Quando garoto, eu cantava a plenos pulmões a canção do Ira! Que dizia “Eu sou um louco/eu sou um sonhador/eu sou o tolo dos tolos/tudo que minha agenda planejou/o inesperado transformou...” É que eu ficava em casa imaginando situações e o que eu faria nelas e nada saía como eu imaginava. Eu queria fazer planos para minha vida, mas tinha a impressão de que era inútil, a vida era um turbilhão forte demais e a única alternativa seria me deixar levar. Perdi tempo demais com essa leitura equivocada de minha própria incapacidade para fazer planos.

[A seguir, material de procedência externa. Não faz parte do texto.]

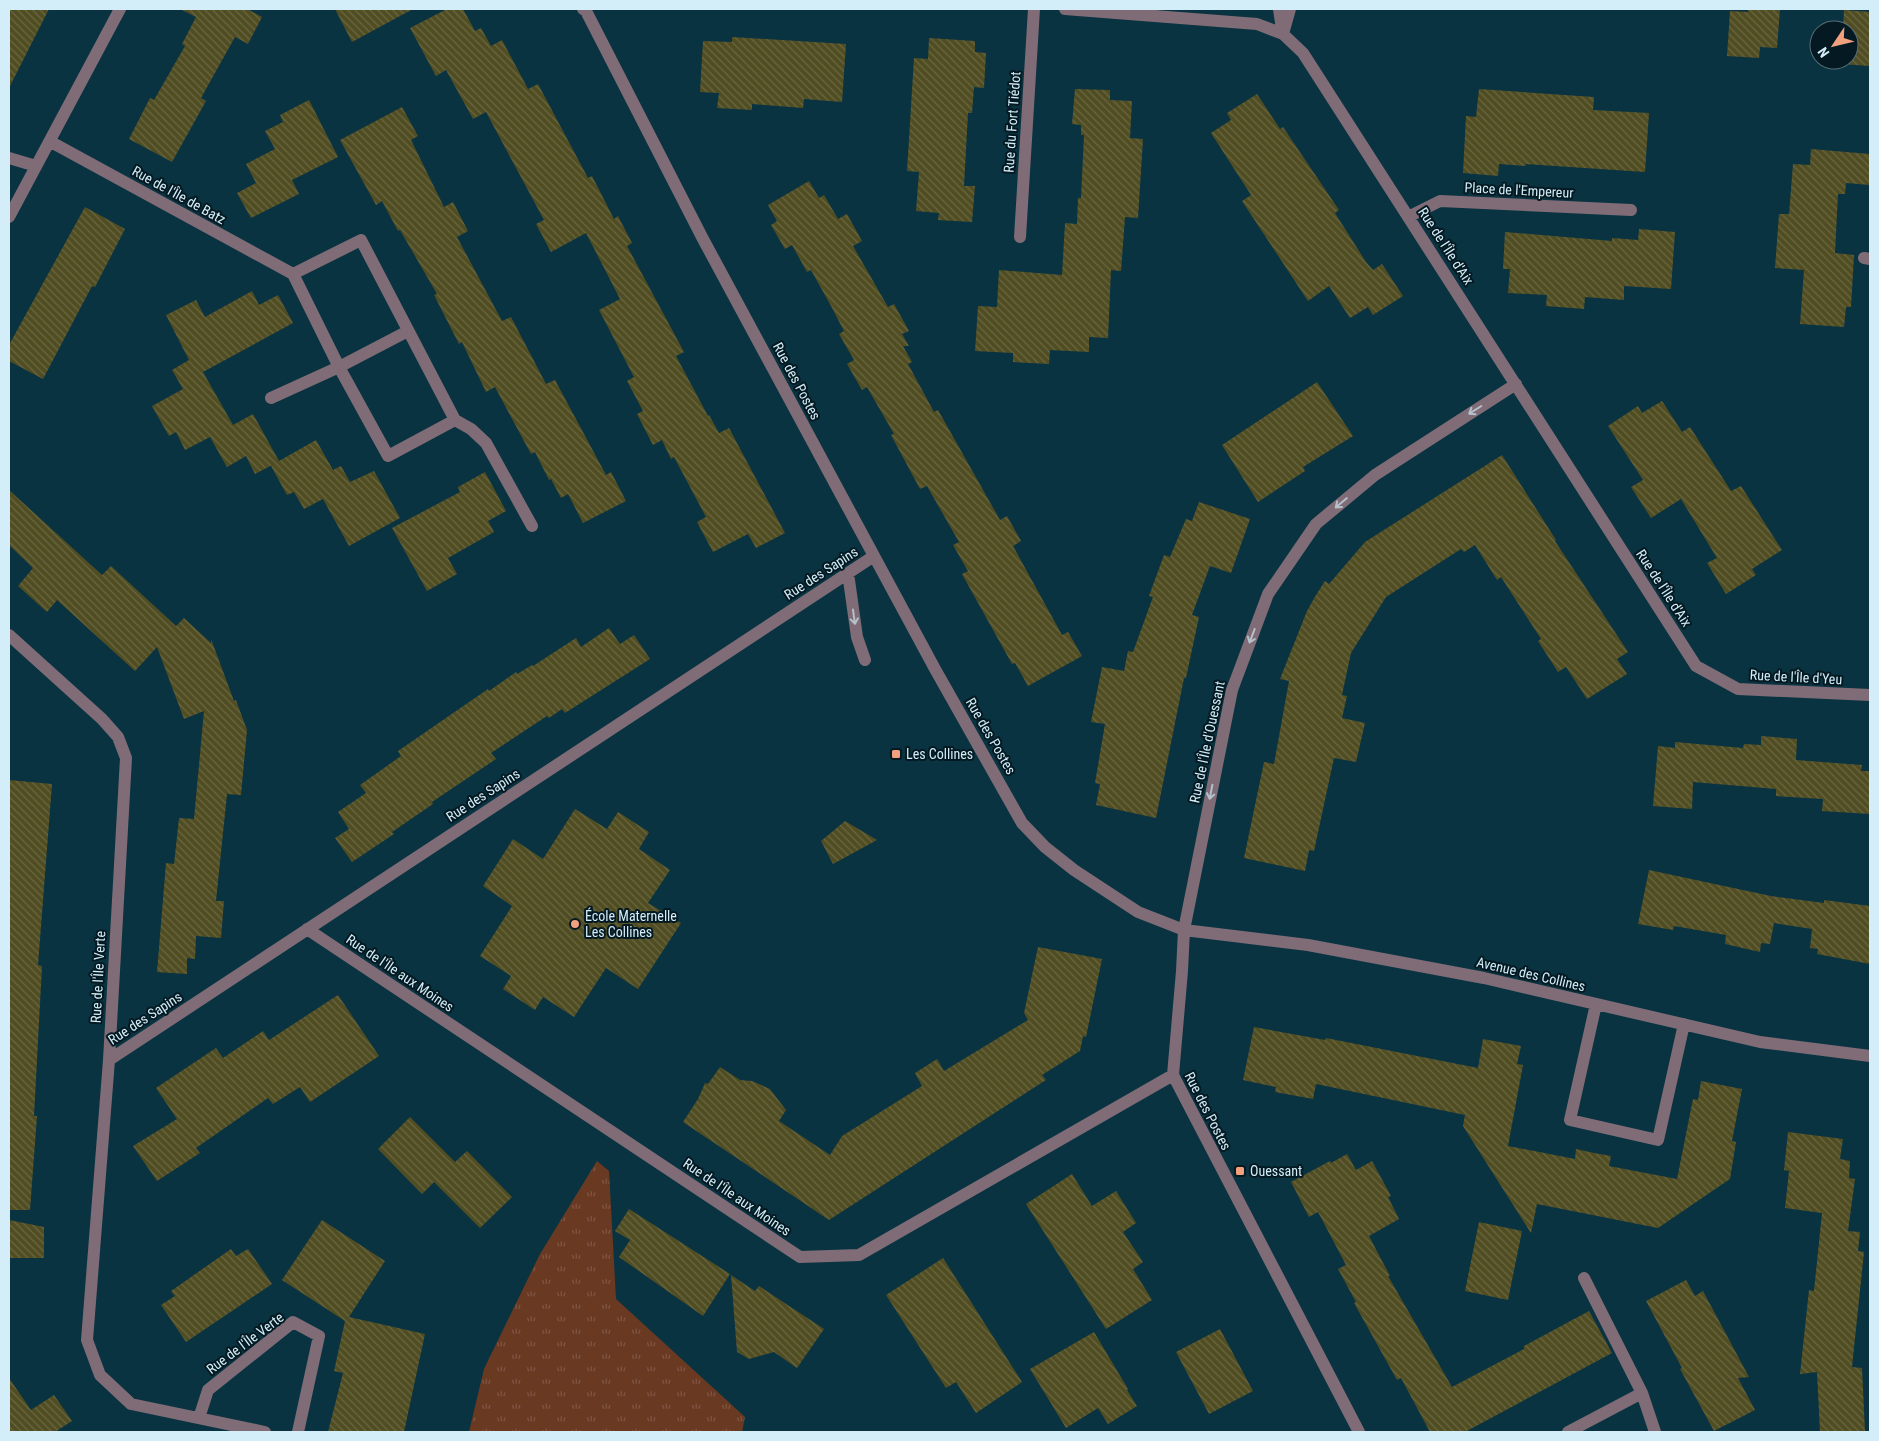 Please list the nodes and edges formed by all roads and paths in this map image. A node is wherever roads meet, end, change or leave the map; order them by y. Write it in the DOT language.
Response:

Fazer planos para a vida é um imperativo. Não há vento favorável para quem não sabe para onde vai, como dizia Sêneca. Oswald Chambers destaca, contudo, três elementos importantes na hora de fazer planos:

1.      Não faça planos sem Deus. Em um seminário sobre aproveitamento de tempo, o professor colocou um grande jarro de vidro sobre a mesa e o encheu de grandes pedras até a boca. “Está cheio?”, ele perguntou e todos responderam que sim. Mas então ele despejou pedrinhas pequenas por entre as grandes e voltou a perguntar: “está cheio agora?” Sim, responderam os alunos, mas então ele pegou um jarro de água e despejou por entre as pedras até a boca. “Agora sim, está cheio. O que isso ensina?” Um dos alunos disse que a lição era que, se espremesse bem, conseguiria fazer um monte de coisas com o tempo que tinha. O professor respondeu, então: “não. A lição aqui é que tudo isso só coube nesse vaso porque eu comecei colocando as pedras grandes, depois as pequenas e então a água. Se invertesse ou trocasse a ordem, isso jamais seria possível”. Jesus contou a parábola do homem que decidiu construir um celeiro maior para estocar sua crescente produção de cereais e assim poder viver feliz, na certeza de que nada jamais lhe faltaria. “Alma,” pretendia ele, então, dizer para si próprio, “tens em depósito muitos bens para muitos anos; descansa, come, bebe, regala-te” (Lucas 12:19). Jesus chamou esse homem de louco, porque no dia seguinte ele morreria e então “o que tens preparado para quem será?”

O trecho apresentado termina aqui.